While media, pundits and US politicians speak about their love and respect for Mandela we remember the role played by the US government in supporting Apartheid through economic and political means. The insidious role of corporations, diplomats, politicians and US intelligence services is well documented and cannot be covered by US Presidents, past and present. While they now lift up Mandela’s imprisonment, we must say that the US has political prisoners like Seth Hayes and Leonard Peltier among many others, who have languished in US gulags for 40 years in some cases.

In the same way we constantly fight to lift up the radical essence of Dr. King, we will forever be engaged in the struggle to uphold the revolutionary aspects of Nelson Mandela’s legacy.

The struggle in South Africa is intensifying as the Black impoverished masses engage in the fight to realize the tenets of the ANC Freedom Charter and other documents that call for land ownership for the masses and ownership of the means of production by the workers. They fight against the whites that continue to control the economy in partnership with a corrupt Black elite.
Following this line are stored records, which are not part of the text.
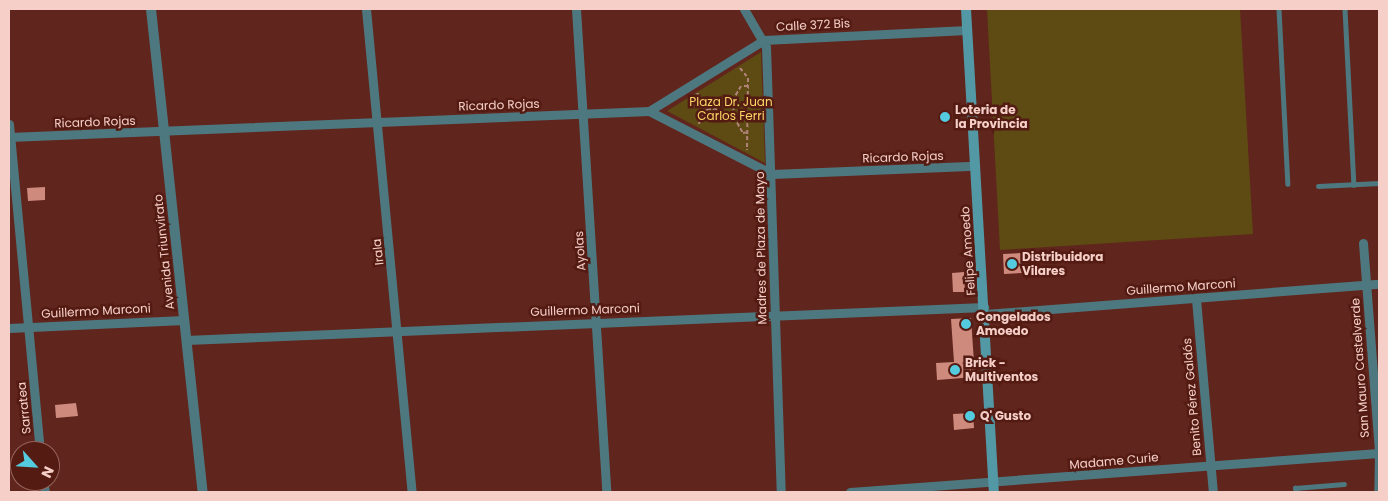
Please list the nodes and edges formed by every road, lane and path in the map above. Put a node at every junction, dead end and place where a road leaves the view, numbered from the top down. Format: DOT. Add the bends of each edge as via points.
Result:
graph roads {
  1 [pos="152,9"];
  2 [pos="366,9"];
  3 [pos="576,9"];
  4 [pos="744,9"];
  5 [pos="966,9"];
  6 [pos="1279,9"];
  7 [pos="1345,9"];
  8 [pos="967,30"];
  9 [pos="764,40"];
  10 [pos="732,58"];
  11 [pos="691,85"];
  12 [pos="748,86"];
  13 [pos="717,109"];
  14 [pos="707,110"];
  15 [pos="650,111"];
  16 [pos="583,114"];
  17 [pos="377,122"];
  18 [pos="9,124"];
  19 [pos="164,132"];
  20 [pos="750,132"];
  21 [pos="692,134"];
  22 [pos="9,137"];
  23 [pos="741,161"];
  24 [pos="975,166"];
  25 [pos="772,174"];
  26 [pos="1379,183"];
  27 [pos="1288,184"];
  28 [pos="1354,184"];
  29 [pos="1318,186"];
  30 [pos="1363,242"];
  31 [pos="1379,284"];
  32 [pos="1367,285"];
  33 [pos="1196,299"];
  34 [pos="985,310"];
  35 [pos="775,315"];
  36 [pos="184,320"];
  37 [pos="597,322"];
  38 [pos="28,327"];
  39 [pos="9,328"];
  40 [pos="398,331"];
  41 [pos="186,340"];
  42 [pos="39,441"];
  43 [pos="1379,453"];
  44 [pos="1210,465"];
  45 [pos="1344,484"];
  46 [pos="994,489"];
  47 [pos="203,492"];
  48 [pos="412,492"];
  49 [pos="606,492"];
  50 [pos="781,492"];
  51 [pos="850,492"];
  52 [pos="1213,492"];
  53 [pos="1296,492"];
  54 [pos="1378,492"];
  1 -- 19 [label="street, Avenida Triunvirato"];
  2 -- 17 [label="street, Irala"];
  3 -- 16 [label="street, Ayolas"];
  4 -- 9 [label="street, Madres de Plaza de Mayo"];
  5 -- 8 [label="main road, Felipe Amoedo"];
  6 -- 27 [label="lane"];
  7 -- 28 [label="lane"];
  8 -- 9 [label="street, Calle 372 Bis"];
  8 -- 24 [label="main road, Felipe Amoedo"];
  9 -- 10 [label="street, Calle 372 Bis"];
  9 -- 25 [label="street, Madres de Plaza de Mayo"];
  10 -- 11 [label="street, Calle 372 Bis"];
  10 -- 12 [label="path" via="748,78"];
  11 -- 14 [label="path"];
  11 -- 15 [label="street, Calle 372 Bis"];
  12 -- 20 [label="path"];
  12 -- 20 [label="path" via="742,86 733,100 734,118 743,132"];
  13 -- 14 [label="path"];
  14 -- 21 [label="path"];
  15 -- 16 [label="street, Ricardo Rojas"];
  15 -- 21 [label="street, Ricardo Rojas"];
  16 -- 17 [label="street, Ricardo Rojas"];
  16 -- 37 [label="street, Ayolas"];
  17 -- 19 [label="street, Ricardo Rojas"];
  17 -- 40 [label="street, Irala"];
  18 -- 22 [label="street, Sarratea"];
  19 -- 22 [label="street, Ricardo Rojas"];
  19 -- 36 [label="street, Avenida Triunvirato"];
  20 -- 23 [label="path" via="750,143"];
  21 -- 23 [label="street, Ricardo Rojas"];
  22 -- 38 [label="street, Sarratea"];
  23 -- 25 [label="street, Ricardo Rojas"];
  24 -- 25 [label="street, Ricardo Rojas"];
  24 -- 34 [label="main road, Felipe Amoedo"];
  25 -- 35 [label="street, Madres de Plaza de Mayo"];
  26 -- 28 [label="lane"];
  28 -- 29 [label="lane"];
  30 -- 32 [label="street, San Mauro Castelverde"];
  31 -- 32 [label="street, Guillermo Marconi"];
  32 -- 33 [label="street, Guillermo Marconi"];
  32 -- 43 [label="street, San Mauro Castelverde"];
  33 -- 34 [label="street, Guillermo Marconi"];
  33 -- 44 [label="street, Benito Pérez Galdós"];
  34 -- 35 [label="street, Guillermo Marconi"];
  34 -- 46 [label="main road, Felipe Amoedo"];
  35 -- 37 [label="street, Guillermo Marconi"];
  35 -- 50 [label="street, Madres de Plaza de Mayo"];
  36 -- 38 [label="street, Guillermo Marconi"];
  36 -- 41 [label="street, Avenida Triunvirato"];
  37 -- 40 [label="street, Guillermo Marconi"];
  37 -- 49 [label="street, Ayolas"];
  38 -- 39 [label="street, Guillermo Marconi"];
  38 -- 42 [label="street, Sarratea"];
  40 -- 41 [label="street, Guillermo Marconi"];
  40 -- 48 [label="street, Irala"];
  41 -- 47 [label="street, Avenida Triunvirato"];
  43 -- 44 [label="street, Madame Curie"];
  43 -- 54 [label="street, San Mauro Castelverde"];
  44 -- 46 [label="street, Madame Curie"];
  44 -- 52 [label="street, Benito Pérez Galdós"];
  45 -- 53 [label="lane" via="1295,488"];
  46 -- 51 [label="street, Madame Curie"];
}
We are confident that the struggle for jobs, housing and education will one day lead to the fulfillment of the goals of the South African revolution.

While the defeat of the racist and dehumanizing system of Apartheid in South Africa was an important victory for democracy without fundamental structural changes in the economy and social institutions to empower the Black and oppressed majority, democracy in South Africa has not yet brought about the revolutionary transformation promised by the revolutionary struggle.

We as African Americans and workers here in the U.S. must continue to learn from our Azanian/South African sisters and brothers struggle for a society where all workers and oppressed have workplace democracy and Human Rights.

 

 Long Live the Revolutionary Legacy of Nelson Mandela!